Information supplied:

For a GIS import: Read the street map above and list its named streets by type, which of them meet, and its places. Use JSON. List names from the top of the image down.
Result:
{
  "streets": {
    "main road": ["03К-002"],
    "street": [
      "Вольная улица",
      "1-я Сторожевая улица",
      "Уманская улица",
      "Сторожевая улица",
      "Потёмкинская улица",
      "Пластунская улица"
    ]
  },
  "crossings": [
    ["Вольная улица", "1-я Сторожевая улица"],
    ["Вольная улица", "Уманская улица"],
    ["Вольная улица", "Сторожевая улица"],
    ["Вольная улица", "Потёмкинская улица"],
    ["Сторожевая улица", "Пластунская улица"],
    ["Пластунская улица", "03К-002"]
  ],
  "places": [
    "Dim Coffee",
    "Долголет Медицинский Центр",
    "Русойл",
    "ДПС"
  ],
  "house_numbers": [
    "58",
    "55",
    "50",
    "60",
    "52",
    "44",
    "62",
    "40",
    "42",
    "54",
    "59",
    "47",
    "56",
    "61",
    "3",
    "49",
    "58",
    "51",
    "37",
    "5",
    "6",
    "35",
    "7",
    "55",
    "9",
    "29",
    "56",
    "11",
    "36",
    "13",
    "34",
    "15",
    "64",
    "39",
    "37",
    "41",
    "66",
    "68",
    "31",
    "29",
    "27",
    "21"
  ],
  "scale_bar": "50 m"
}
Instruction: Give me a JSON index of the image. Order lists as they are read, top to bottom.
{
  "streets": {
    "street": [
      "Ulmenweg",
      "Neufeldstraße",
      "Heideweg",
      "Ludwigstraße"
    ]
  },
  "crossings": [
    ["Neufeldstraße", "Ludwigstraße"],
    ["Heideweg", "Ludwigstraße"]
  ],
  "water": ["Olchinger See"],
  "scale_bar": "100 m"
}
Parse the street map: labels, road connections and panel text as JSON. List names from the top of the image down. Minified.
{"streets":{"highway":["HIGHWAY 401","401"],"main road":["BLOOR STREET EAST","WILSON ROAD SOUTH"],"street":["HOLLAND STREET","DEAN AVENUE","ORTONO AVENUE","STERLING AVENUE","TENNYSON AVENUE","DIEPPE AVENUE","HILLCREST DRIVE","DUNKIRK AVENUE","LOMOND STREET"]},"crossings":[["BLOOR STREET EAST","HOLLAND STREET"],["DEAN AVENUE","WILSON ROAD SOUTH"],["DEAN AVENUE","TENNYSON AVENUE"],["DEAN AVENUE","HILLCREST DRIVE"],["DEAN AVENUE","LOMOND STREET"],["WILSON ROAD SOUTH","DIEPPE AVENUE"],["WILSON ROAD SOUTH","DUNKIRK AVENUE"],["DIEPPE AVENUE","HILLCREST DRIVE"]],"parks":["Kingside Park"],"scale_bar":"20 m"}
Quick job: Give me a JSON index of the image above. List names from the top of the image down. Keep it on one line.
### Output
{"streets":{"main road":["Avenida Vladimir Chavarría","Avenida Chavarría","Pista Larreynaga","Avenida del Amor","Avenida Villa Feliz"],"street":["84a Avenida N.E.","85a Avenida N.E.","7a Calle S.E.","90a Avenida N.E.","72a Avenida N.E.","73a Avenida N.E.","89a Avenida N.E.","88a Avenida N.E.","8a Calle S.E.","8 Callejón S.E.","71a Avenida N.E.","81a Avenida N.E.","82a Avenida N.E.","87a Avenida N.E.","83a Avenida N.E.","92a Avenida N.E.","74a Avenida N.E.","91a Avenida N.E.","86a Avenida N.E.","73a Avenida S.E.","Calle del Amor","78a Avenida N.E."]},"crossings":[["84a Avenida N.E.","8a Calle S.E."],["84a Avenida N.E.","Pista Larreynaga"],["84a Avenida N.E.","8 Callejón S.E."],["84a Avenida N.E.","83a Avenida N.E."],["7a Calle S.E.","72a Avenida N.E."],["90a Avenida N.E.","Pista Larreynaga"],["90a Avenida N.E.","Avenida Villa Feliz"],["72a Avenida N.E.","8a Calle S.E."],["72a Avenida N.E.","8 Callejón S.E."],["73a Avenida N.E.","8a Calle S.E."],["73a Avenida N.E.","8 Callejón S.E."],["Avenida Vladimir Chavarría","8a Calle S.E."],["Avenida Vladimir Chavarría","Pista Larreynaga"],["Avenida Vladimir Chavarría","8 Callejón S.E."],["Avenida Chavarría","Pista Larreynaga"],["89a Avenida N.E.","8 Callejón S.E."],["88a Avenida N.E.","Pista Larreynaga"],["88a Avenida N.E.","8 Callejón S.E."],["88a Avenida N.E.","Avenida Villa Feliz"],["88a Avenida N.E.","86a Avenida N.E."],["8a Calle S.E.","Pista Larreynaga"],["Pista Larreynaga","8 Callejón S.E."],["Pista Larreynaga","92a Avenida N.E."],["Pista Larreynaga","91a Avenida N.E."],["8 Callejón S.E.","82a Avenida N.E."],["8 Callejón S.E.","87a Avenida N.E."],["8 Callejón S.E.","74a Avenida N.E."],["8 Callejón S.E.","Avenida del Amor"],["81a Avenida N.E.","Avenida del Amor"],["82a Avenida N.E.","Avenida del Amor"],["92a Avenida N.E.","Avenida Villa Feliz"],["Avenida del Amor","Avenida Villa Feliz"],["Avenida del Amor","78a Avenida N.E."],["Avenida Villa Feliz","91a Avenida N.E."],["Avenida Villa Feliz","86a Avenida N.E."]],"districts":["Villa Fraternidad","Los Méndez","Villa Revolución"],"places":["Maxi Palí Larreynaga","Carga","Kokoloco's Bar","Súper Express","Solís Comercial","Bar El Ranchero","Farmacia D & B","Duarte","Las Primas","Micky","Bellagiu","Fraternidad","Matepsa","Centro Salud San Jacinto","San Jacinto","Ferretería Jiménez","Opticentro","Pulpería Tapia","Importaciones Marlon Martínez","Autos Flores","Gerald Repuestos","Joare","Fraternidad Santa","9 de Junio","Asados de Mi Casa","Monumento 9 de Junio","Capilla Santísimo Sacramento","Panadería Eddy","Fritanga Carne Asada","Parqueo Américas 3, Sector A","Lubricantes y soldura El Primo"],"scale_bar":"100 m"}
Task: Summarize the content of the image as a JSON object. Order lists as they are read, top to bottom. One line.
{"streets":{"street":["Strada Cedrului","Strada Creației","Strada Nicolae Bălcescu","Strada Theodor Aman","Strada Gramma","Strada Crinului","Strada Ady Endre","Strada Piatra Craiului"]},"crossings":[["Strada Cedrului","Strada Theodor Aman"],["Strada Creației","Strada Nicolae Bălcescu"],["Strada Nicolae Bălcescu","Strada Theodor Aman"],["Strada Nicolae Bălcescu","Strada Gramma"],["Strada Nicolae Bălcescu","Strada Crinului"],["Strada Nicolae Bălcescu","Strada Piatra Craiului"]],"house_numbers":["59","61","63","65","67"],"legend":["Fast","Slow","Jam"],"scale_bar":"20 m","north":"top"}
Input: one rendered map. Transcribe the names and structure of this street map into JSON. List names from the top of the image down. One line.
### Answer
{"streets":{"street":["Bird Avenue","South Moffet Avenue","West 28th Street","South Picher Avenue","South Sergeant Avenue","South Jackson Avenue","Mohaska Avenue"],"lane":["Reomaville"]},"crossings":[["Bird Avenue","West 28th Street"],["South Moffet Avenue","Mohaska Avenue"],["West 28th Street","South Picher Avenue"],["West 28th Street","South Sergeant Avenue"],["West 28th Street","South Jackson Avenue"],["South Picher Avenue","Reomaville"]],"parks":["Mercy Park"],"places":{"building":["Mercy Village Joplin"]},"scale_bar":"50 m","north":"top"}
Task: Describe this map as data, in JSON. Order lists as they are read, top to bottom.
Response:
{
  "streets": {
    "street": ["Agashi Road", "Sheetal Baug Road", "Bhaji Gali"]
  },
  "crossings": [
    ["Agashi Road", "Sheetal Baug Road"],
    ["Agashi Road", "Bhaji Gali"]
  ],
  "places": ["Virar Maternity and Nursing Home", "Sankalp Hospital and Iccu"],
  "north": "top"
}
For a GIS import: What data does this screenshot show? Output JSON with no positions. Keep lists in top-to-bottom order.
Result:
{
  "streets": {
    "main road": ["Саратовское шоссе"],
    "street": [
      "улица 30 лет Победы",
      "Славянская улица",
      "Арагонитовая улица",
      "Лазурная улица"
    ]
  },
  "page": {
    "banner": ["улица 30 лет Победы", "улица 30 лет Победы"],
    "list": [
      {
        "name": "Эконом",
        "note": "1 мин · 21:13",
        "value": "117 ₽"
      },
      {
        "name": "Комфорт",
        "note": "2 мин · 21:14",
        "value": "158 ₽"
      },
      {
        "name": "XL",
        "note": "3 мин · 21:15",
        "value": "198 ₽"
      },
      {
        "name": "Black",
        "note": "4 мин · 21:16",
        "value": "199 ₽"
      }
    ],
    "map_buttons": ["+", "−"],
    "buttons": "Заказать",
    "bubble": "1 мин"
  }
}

Problem to work on: Reproduce every line from the preceding data in which the word "above" can be found.

Exercise solution:
For a GIS import: Read the street map above and list its named streets by type, which of them meet, and its places. Use JSON. List names from the top of the image down.
Quick job: Give me a JSON index of the image above. List names from the top of the image down. Keep it on one line.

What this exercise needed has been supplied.